Local and traditional knowledge includes the following examples:
- The Denesoline of Lutsel K’e Dene First Nation Elders (living near the Great Slave Lake, NWT) have observed abnormal and unstable weather, such as unpredictable storms and unusually warm temperatures, and they have noticed an increase in lightning storms.
- The Sahtu Dene around the Great Bear Lake, NWT, have noted that in days past, snow would accumulate over many series of snowfalls, whereas nowadays, they note that it more likely arrives via unique heavy storm events.
- Residents of Québec’s Ivujivik (in Nunavik) have reported stronger winds and more storms per year, and both Inuit experts and scientists in Clyde River, Nunavut, note that wind velocity has risen in recent years, and the wind direction is far more variable and unpredictable.
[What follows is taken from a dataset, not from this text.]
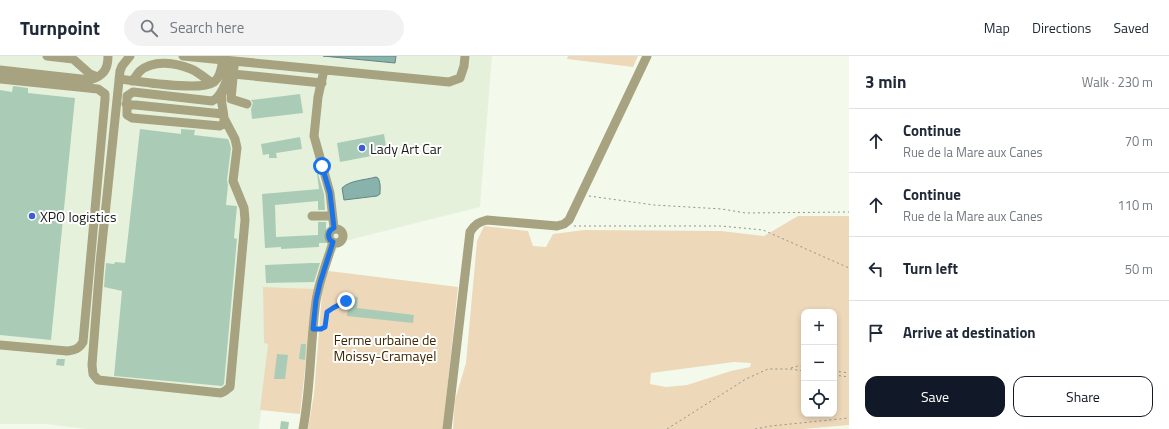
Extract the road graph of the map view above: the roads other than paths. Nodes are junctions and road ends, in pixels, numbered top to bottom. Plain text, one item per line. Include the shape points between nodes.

Climate data and future climate data modelling were also utilized to better understand the impacts on northern communities and infrastructure. Future climate modelling considered a timeline out to 2100 and two climate scenarios (RCP 2.6 and 8.5) and considered:
- Annual mean temperature change
- Changes in mean annual and seasonal precipitation
- Changes in snowpack
- Permafrost thaw
- Changes to sea ice and a reduction of ice cover
- Sea-level rise
Snowpacks in the North are expected to become more saturated with water than in the past. This might be due to increased rainfall during warmer springs, warmer snow days, or increased precipitation as snow. Data from the North American insurance industry has revealed that roof failure due to concentrated snow drift loads is three times more likely to occur than collapse due to uniformly distributed snowfall loads across the entire roof.